*** Begin section ***
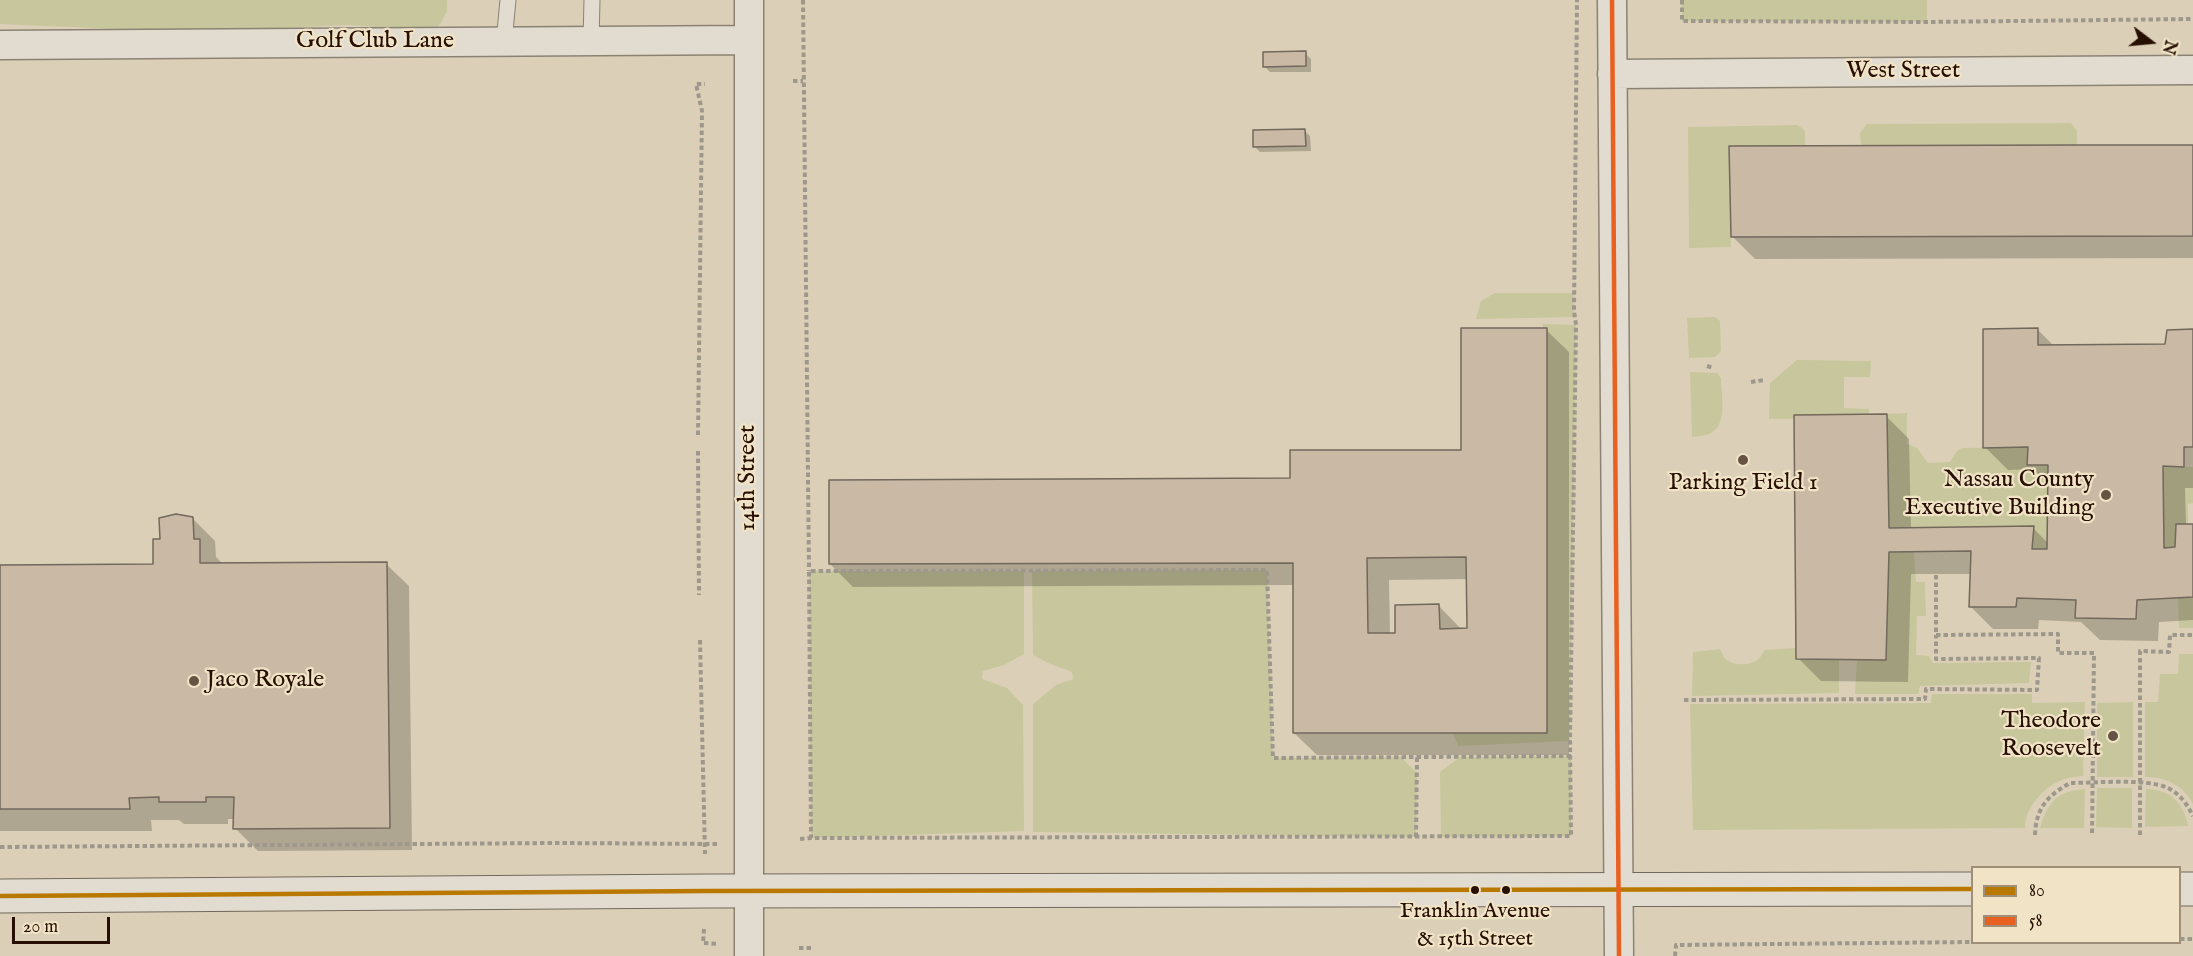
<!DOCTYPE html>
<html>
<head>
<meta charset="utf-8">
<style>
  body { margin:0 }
  #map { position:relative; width:2193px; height:956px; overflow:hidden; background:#dbd0b7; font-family:"IM FELL English",serif }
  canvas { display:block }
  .legend { position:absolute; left:1971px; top:866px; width:210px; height:78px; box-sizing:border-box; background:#f1e4c6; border:2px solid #a08f78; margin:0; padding:8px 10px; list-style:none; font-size:18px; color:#270f04 }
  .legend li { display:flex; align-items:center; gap:12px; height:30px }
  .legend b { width:30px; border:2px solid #a08f78 }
  .north { position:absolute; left:2121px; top:12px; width:60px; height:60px; -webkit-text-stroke:4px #f1e4c6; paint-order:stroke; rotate:106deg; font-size:16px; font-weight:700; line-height:24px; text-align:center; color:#270f04 }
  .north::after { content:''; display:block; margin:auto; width:21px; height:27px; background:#270f04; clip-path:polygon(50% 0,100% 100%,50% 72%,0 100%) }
  .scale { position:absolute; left:12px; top:917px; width:98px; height:27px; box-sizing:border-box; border:3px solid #270f04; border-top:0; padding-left:8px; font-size:18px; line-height:21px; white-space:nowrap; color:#270f04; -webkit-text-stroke:4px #f1e4c6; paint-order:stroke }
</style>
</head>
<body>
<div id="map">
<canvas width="2193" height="956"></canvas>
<ul class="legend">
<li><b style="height:8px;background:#b97901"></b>80</li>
<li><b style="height:8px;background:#e86120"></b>58</li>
</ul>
<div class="north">N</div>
<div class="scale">20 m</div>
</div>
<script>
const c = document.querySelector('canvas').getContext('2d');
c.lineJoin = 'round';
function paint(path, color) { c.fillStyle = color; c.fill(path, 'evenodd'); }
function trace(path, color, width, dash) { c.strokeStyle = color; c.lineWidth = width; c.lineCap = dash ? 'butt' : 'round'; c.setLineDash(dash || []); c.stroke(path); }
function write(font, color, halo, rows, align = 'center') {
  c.font = font + ' "IM FELL English",serif'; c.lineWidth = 4.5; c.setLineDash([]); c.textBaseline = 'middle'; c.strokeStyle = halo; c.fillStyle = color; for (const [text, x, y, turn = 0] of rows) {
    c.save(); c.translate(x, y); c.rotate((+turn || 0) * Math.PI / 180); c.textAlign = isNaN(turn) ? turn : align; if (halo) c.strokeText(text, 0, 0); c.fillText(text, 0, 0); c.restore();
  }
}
paint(new Path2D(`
  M 0,0 L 447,0 L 447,11 L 441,23 L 435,29 L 420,30 L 347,25 L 188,32 L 0,24 Z
  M 1682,0 L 1927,0 L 1927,22 L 1682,21 Z
  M 2071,123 L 2077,131 L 2077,145 L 1861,146 L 1860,133 L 1867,124 Z
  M 1798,125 L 1805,131 L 1805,146 L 1729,147 L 1731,247 L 1689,248 L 1688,127 Z
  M 1495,293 L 1573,293 L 1574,317 L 1476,319 L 1481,301 Z
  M 1715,317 L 1720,321 L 1721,351 L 1715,357 L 1689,358 L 1687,318 Z
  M 1543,324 L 1576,325 L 1570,741 L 1458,746 L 1453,734 L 1444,733 L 1547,732 Z
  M 1797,360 L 1871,361 L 1870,377 L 1844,377 L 1844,408 L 1869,409 L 1869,415 L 1795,415 L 1794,419 L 1769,419 L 1770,383 Z
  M 1690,372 L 1717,373 L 1721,378 C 1721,395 1728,424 1711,433 C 1706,436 1698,436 1692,437 Z
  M 1907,413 L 1907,444 L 1917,448 L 1928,463 L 1950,462 L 1957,451 L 1962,448 L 2028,447 L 2027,465 L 2048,465 L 2047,549 L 2032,549 L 2034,527 L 1889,528 L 1887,414 Z
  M 2163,466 L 2193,467 L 2193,503 L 2188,504 L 2188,524 L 2176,524 L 2175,547 L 2164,548 Z
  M 1889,552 L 1914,552 L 1916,582 L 1925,582 L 1926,616 L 1917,616 L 1916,655 L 1929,656 L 1933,663 L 2031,662 L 2029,683 L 1920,686 L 1918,694 L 1855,694 L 1857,659 L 1886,660 Z
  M 1267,570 L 1273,758 L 1401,757 L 1417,773 L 1416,837 L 1033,832 L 1033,704 L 1056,685 L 1073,679 L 1072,672 L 1048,663 L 1033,655 L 1032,571 Z
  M 809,571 L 1024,571 L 1024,654 L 1004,665 L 983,671 L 982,679 L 1007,688 L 1023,705 L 1024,831 L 811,838 Z
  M 2193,597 L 2193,628 L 2179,628 L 2178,598 Z
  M 1796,648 L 1839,659 L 1839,693 L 1692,696 L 1693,652 L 1720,649 C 1722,653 1724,659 1728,661 C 1740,668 1761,664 1764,650 Z
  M 2179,654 L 2193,654 L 2193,804 C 2183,785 2166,777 2145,777 L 2145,702 L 2158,702 L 2160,674 L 2178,674 Z
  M 1932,694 L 2032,694 L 2032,703 L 2085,702 L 2083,776 C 2077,777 2070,777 2065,779 C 2045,785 2025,807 2025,828 L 1693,830 L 1690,704 L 1931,703 Z
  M 2133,702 L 2133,777 L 2097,777 L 2097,703 Z
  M 1571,756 L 1571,836 L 1441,837 L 1440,772 L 1460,757 Z
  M 2097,788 L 2132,788 L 2132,828 L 2096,827 Z
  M 2085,789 L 2084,828 L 2040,828 C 2048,802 2057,791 2085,789 Z
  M 2146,789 C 2171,790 2183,802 2188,826 L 2145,827 Z`), '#c8c69c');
paint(new Path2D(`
  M 1305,53 L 1311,59 L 1311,72 L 1270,72 L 1264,66 Z
  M 1304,130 L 1310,136 L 1311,151 L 1260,152 L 1254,146 Z
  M 2193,146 L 2193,258 L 1755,259 L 1732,236 Z
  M 2037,329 L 2054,346 L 2167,346 L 2193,331 L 2193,488 L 2185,488 L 2186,525 L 2193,525 L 2193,620 L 2159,622 L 2158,641 L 2100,640 L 2081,622 L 2039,620 L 2038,629 L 1993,629 L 1970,606 L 1971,574 L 1911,574 L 1908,682 L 1821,681 L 1798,658 L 1886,416 L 1909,439 L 1911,530 L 2033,528 L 2048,543 L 2049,486 L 2033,469 L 2008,470 L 1985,447 Z
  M 1546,330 L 1569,352 L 1569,755 L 1317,755 L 1294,733 L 1294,585 L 853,587 L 830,564 L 1463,451 ZM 1468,579 L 1469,630 L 1461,629 L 1439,606 L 1397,634 L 1390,634 L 1389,580 Z
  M 192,518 L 215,541 L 216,557 L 223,564 L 386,564 L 409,586 L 412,850 L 258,851 L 235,828 L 235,819 L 228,819 L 228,824 L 184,824 L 179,820 L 151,820 L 152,831 L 0,831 L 0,566 L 155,565 L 162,541 Z`), '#0003');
const building = new Path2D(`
  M 1306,51 L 1306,66 L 1263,67 L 1263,52 Z
  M 1305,129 L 1306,146 L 1253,147 L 1253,130 Z
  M 2077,145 L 2193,145 L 2193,236 L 1731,237 L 1729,146 Z
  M 1461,328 L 1547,328 L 1547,733 L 1293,733 L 1293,563 L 829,564 L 829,480 L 1290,478 L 1290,450 L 1461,450 ZM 1466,557 L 1467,628 L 1440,629 L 1439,604 L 1395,605 L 1395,633 L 1368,633 L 1367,558 Z
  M 2038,328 L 2038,345 L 2165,344 L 2167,330 L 2193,329 L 2193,447 L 2184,447 L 2184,467 L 2163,466 L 2164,548 L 2175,547 L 2176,524 L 2193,524 L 2193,597 L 2137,600 L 2136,619 L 2075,618 L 2076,600 L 2017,598 L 2016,607 L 1969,607 L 1971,551 L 1889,552 L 1886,660 L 1796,659 L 1794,415 L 1887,414 L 1889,528 L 2034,526 L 2032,549 L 2047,549 L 2048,465 L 2027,465 L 2028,447 L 1983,448 L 1983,329 Z
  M 176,514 L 193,517 L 194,539 L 200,539 L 200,563 L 387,562 L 390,828 L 233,829 L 234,797 L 206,797 L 206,802 L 159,802 L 159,797 L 129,798 L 130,809 L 0,809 L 0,565 L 153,564 L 153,539 L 160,539 L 159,518 Z`);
paint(building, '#c9b9a5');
trace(building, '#72685b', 1.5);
const lane = new Path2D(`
  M 591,41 L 592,0
  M 504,42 L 508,0`);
const street = new Path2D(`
  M 1612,0 L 1619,956
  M 0,45 L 749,40
  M 1612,74 L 2193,70
  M 749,956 L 749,0`);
const secondary = new Path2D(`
  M 2180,889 L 2193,889
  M 0,896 L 706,891 L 1972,889`);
trace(lane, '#8b8273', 17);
trace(street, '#8b8273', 31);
trace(secondary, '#72685b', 35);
trace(new Path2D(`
  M 803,0 L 809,571
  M 1682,0 L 1682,21 L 1927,22 L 2193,19
  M 793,81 L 803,81
  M 1707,366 L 1714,368
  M 1751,382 L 1764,380
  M 698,435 L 702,111 L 696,84 L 705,84
  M 698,451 L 699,595
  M 1936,575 L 1936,635 L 2058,634 L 2058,653 L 2094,653 L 2092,835
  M 700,640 L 705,854
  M 1684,700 L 1925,699 L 1926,689 L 2037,690 L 2039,658 L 1936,659 L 1936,635
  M 1571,756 L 1273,758 L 1267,570 L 809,571 L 811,838 L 1571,836 L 1570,741 L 1576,325 L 1574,311 L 1577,0
  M 2035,835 C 2036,808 2047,796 2070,783 C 2095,783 2147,778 2168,788 C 2180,794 2187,804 2193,816
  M 2140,835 L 2140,651 L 2169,652 L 2170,635 L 2193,635
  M 1416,837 L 1417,757
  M 800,839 L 811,838
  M 0,847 L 555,843 L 717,844
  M 704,929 L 703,943 L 718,944
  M 2180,939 L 2193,939
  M 799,948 L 811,948
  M 1675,956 L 1676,945 L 1972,942`), '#9e978c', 4, [4.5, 3]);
trace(lane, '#e2dcd0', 15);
trace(street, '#e2dcd0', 28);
trace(secondary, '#e2dcd0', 33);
trace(new Path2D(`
  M 0,896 L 706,891 L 1972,889`), '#b97901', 4.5);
trace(new Path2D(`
  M 1612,0 L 1619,956`), '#e86120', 4.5);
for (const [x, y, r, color] of [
  [1743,460,6,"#665343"],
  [2106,495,6,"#665343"],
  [194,681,6,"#665343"],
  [2113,736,6,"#665343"],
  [1475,890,5,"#270f04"],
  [1506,890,5,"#270f04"]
]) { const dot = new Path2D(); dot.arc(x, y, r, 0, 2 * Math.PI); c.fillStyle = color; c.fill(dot); trace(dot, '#f1e4c6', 2); }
write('22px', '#270f04', '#f1e4c6', [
  ["Franklin Avenue",1475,912],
  ["& 15th Street",1475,940]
]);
write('24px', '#270f04', '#f1e4c6', [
  ["Golf Club Lane",375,42],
  ["West Street",1903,72],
  ["14th Street",749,478,-90]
]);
write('24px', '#270f04', '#f1e4c6', [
  ["Nassau County",2094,481],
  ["Executive Building",2094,509],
  ["Parking Field 1",1743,484,"center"],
  ["Jaco Royale",206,681,"left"],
  ["Theodore",2101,722],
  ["Roosevelt",2101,750]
], 'right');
</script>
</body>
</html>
*** End section ***
Task prompt:
Across the entries, tally every line that contains the word "strokeStyle" and report the sum by itself.

Your solution:
2